When the UK handed back HK, the Chinese who are nothing if not wiley, understood that they needed to maintain intelligence, surveillance, and some kind of institutional knowledge of the various organised crime groups, certain individuals with borderline business interests, that sort of thing. They offered the British police officers houses, stipends, and other incentives to stick around and clue-in the incoming crop of officials, domestic intelligence officers, and cutouts/go-betweens. Something of an untold story. Would make a great streaming series.

cedws 5 hours ago | parent [-]

I'm interested in how the takeover happened on the inside.
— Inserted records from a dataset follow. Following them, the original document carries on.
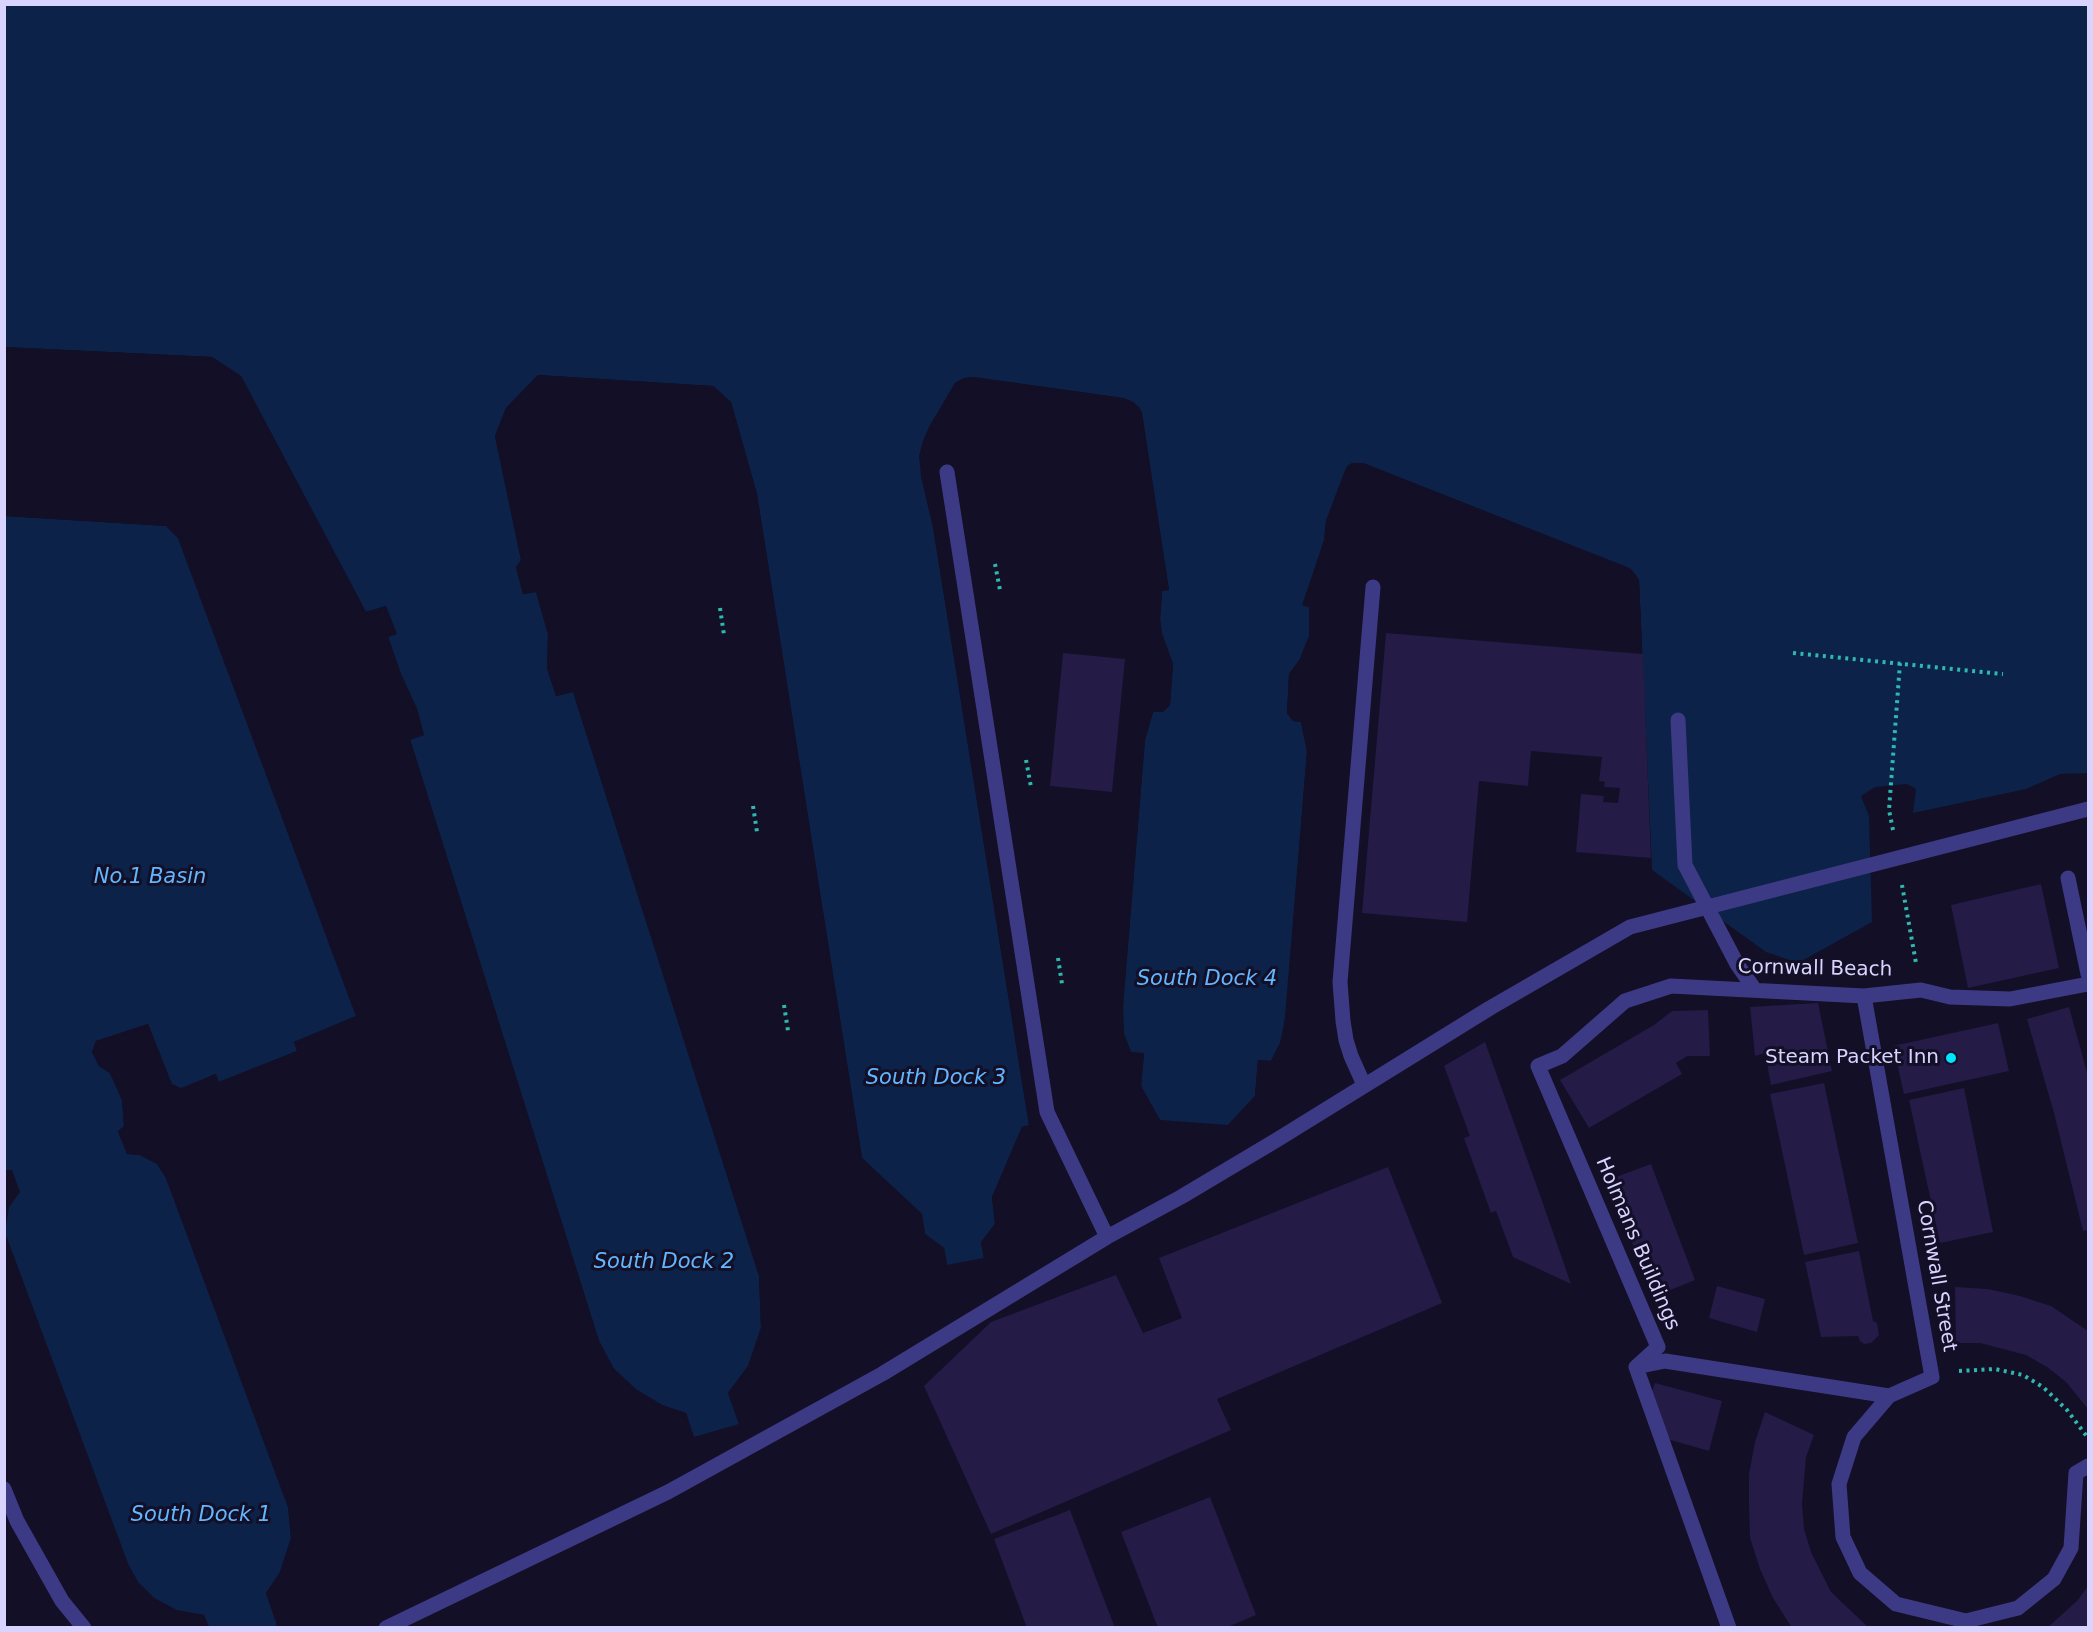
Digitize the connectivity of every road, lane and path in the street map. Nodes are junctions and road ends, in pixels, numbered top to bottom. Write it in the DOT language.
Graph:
graph roads {
  1 [pos="947,472"];
  2 [pos="996,564"];
  3 [pos="1373,587"];
  4 [pos="1000,590"];
  5 [pos="720,608"];
  6 [pos="724,634"];
  7 [pos="1793,653"];
  8 [pos="1900,663"];
  9 [pos="2003,674"];
  10 [pos="1678,720"];
  11 [pos="1026,760"];
  12 [pos="1031,787"];
  13 [pos="753,806"];
  14 [pos="2088,809"];
  15 [pos="757,832"];
  16 [pos="1893,832"];
  17 [pos="1901,877"];
  18 [pos="2068,878"];
  19 [pos="1058,958"];
  20 [pos="2088,974"];
  21 [pos="1062,984"];
  22 [pos="2088,984"];
  23 [pos="1755,990"];
  24 [pos="1921,990"];
  25 [pos="1864,996"];
  26 [pos="784,1005"];
  27 [pos="788,1031"];
  28 [pos="1562,1056"];
  29 [pos="1364,1085"];
  30 [pos="1107,1238"];
  31 [pos="1636,1367"];
  32 [pos="1932,1377"];
  33 [pos="1889,1396"];
  34 [pos="2088,1438"];
  35 [pos="2088,1466"];
  36 [pos="4,1489"];
  37 [pos="1966,1624"];
  38 [pos="84,1628"];
  39 [pos="386,1628"];
  40 [pos="1729,1628"];
  1 -- 30 [label="lane"];
  2 -- 4 [label="path"];
  3 -- 29 [label="lane"];
  5 -- 6 [label="path"];
  7 -- 8 [label="path"];
  8 -- 9 [label="path"];
  8 -- 16 [label="path"];
  10 -- 23 [label="lane"];
  11 -- 12 [label="path"];
  13 -- 15 [label="path"];
  14 -- 29 [label="lane"];
  17 -- 24 [label="path"];
  18 -- 20 [label="lane"];
  19 -- 21 [label="path"];
  22 -- 24 [label="lane, Cornwall Beach"];
  23 -- 25 [label="lane, Cornwall Beach"];
  23 -- 28 [label="lane, Cornwall Beach"];
  24 -- 25 [label="lane, Cornwall Beach"];
  25 -- 32 [label="lane, Cornwall Street"];
  26 -- 27 [label="path"];
  28 -- 31 [label="lane, Holmans Buildings"];
  29 -- 30 [label="lane"];
  30 -- 39 [label="lane"];
  31 -- 33 [label="lane"];
  31 -- 40 [label="lane"];
  32 -- 33 [label="lane, Cornwall Street"];
  32 -- 34 [label="path"];
  33 -- 37 [label="lane, Cornwall Street"];
  35 -- 37 [label="lane"];
  36 -- 38 [label="lane"];
}
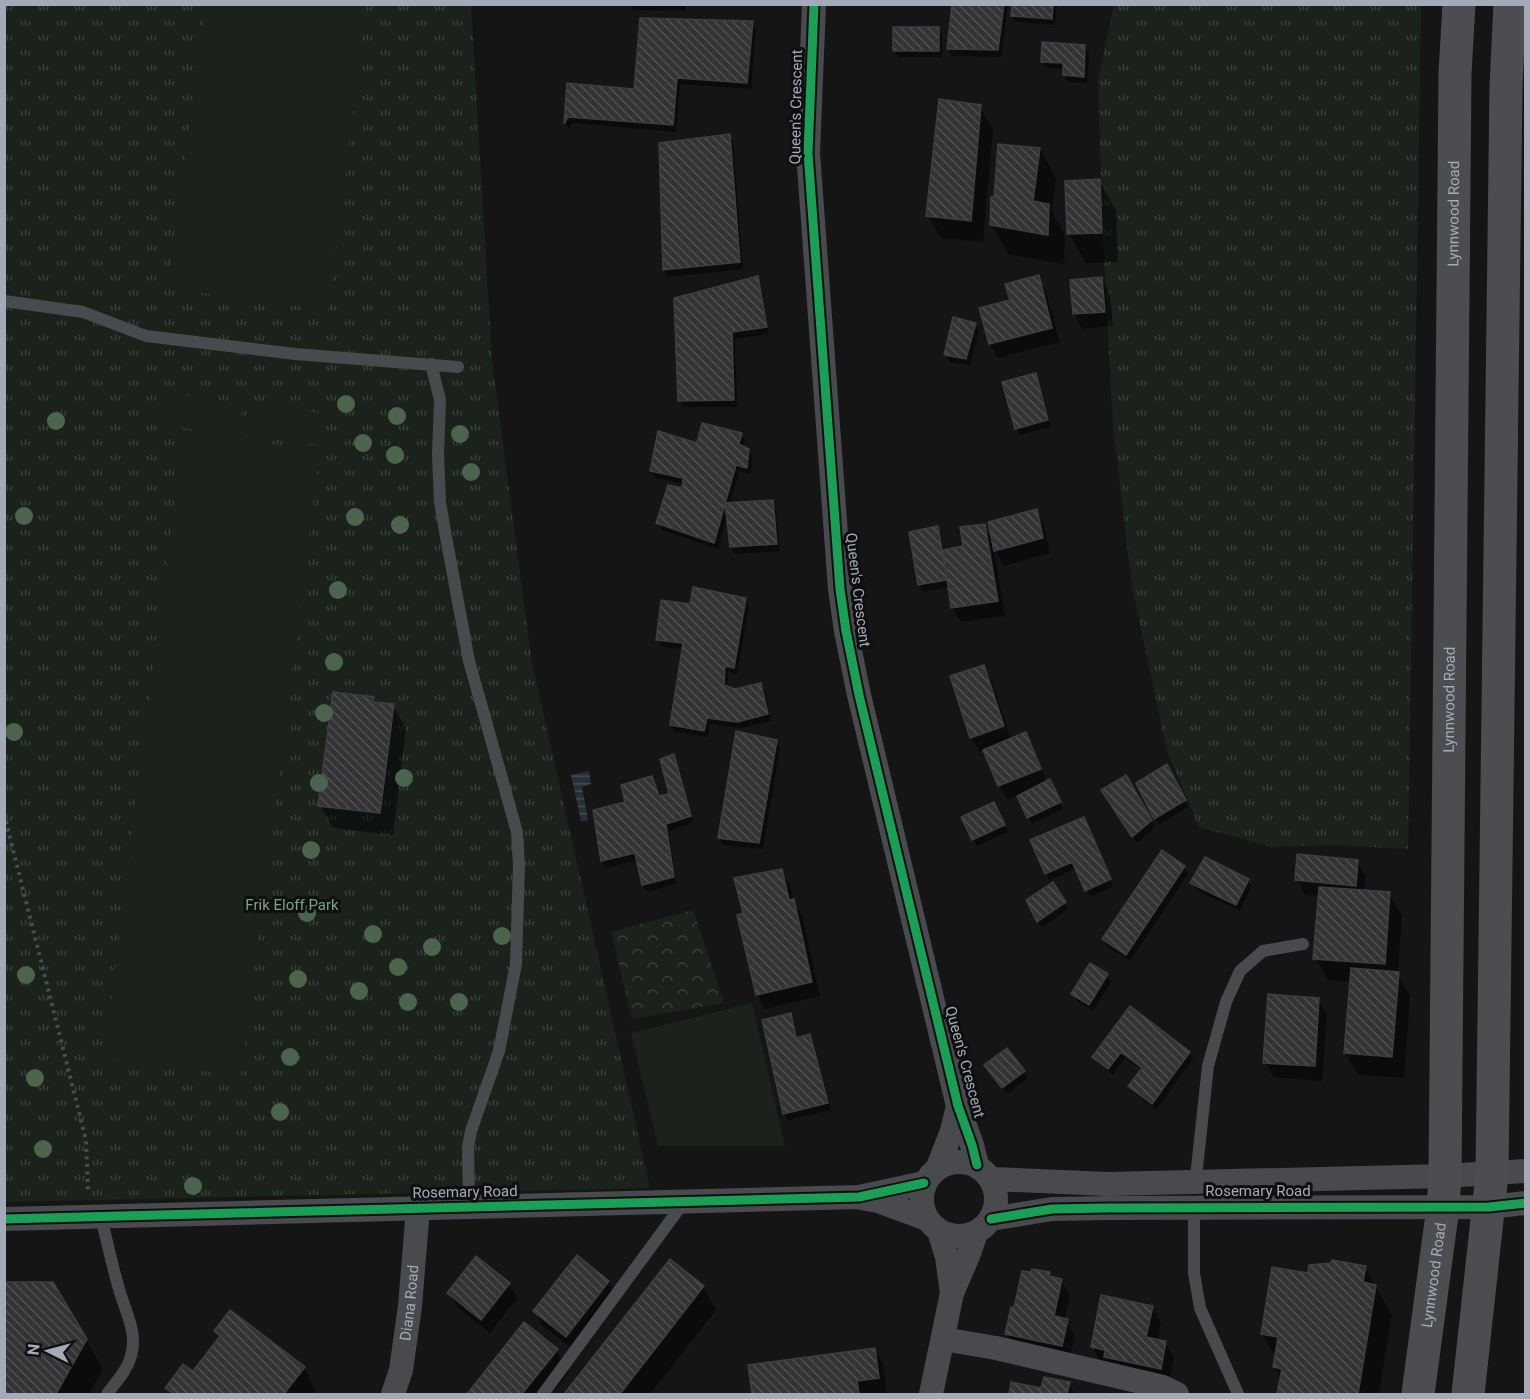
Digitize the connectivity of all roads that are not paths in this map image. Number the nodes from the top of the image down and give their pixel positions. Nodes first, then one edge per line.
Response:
1 (814, 4) edge
2 (1459, 4) edge
3 (1510, 4) edge
4 (4, 301) edge
5 (431, 364) junction
6 (458, 367) dead end
7 (1303, 944) dead end
8 (958, 1106) junction
9 (1526, 1171) edge
10 (984, 1172) junction
11 (1492, 1174) junction
12 (931, 1175) junction
13 (1195, 1182) junction
14 (1444, 1191) junction
15 (859, 1197) junction
16 (684, 1202) junction
17 (1526, 1203) edge
18 (469, 1207) junction
19 (1194, 1207) junction
20 (1489, 1207) junction
21 (418, 1208) junction
22 (95, 1217) junction
23 (4, 1219) edge
24 (933, 1225) junction
25 (983, 1226) junction
26 (952, 1293) junction
27 (943, 1339) junction
28 (107, 1395) edge
29 (393, 1395) edge
30 (543, 1395) edge
31 (931, 1395) edge
32 (1177, 1395) edge
33 (1238, 1395) edge
34 (1418, 1395) edge
35 (1468, 1395) edge

1 - 8 street, Queen's Crescent
2 - 14 main road, Lynnwood Road
3 - 11 main road
4 - 5 lane
5 - 6 lane
5 - 18 lane
7 - 13 lane
8 - 10 street, Queen's Crescent
8 - 12 street, Queen's Crescent
9 - 11 street, Rosemary Road
10 - 12 street
10 - 13 street, Rosemary Road
10 - 25 street
11 - 14 street, Rosemary Road
11 - 20 main road
12 - 15 street, Rosemary Road
12 - 24 street
13 - 14 street, Rosemary Road
13 - 19 lane
14 - 19 street, Rosemary Road
14 - 20 street, Rosemary Road
14 - 34 main road, Lynnwood Road
15 - 16 street, Rosemary Road
15 - 24 street, Rosemary Road
16 - 18 street, Rosemary Road
16 - 30 lane
17 - 20 street, Rosemary Road
18 - 21 street, Rosemary Road
19 - 25 street, Rosemary Road
19 - 33 lane
20 - 35 main road
21 - 22 street, Rosemary Road
21 - 29 street, Diana Road
22 - 23 street, Rosemary Road
22 - 28 lane
24 - 25 street
24 - 26 street
25 - 26 street
26 - 27 street
27 - 31 street
27 - 32 street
How do you take control of a country with minimal drama when even small corporate takeovers get so messy? I assume there's been a lot of work to root out internal dissent, install aligned individuals, take control of computer systems. Even though the UK handed HK to China, there's got to have been people with strong feelings that created roadblocks along the way.

mandeepj 4 hours ago | parent | next [-]

> there's got to have been people with strong feelings that created roadblocks along the way.

Look into 2019 protests

throw5g4e567 30 minutes ago | parent [-]

It was big at the time, but ended up being a minor blip, and from what I read, there were no actual deaths caused by the police.

There was one guy who fell down a high rise garage and there was a street cleaner who was killed by the protesters.

Compare that to when the British were taking over Hong Kong, and hundreds of protesters were killed.

I’ve always wondered what would have happened if the pandemic didn’t occur soon after.

What’s crazy is the trigger was a Hong Kong national who killed his girlfriend in Taiwan. Taiwan wanted to extradite him but there was no law in place to do so. Apparently the killer is still free today.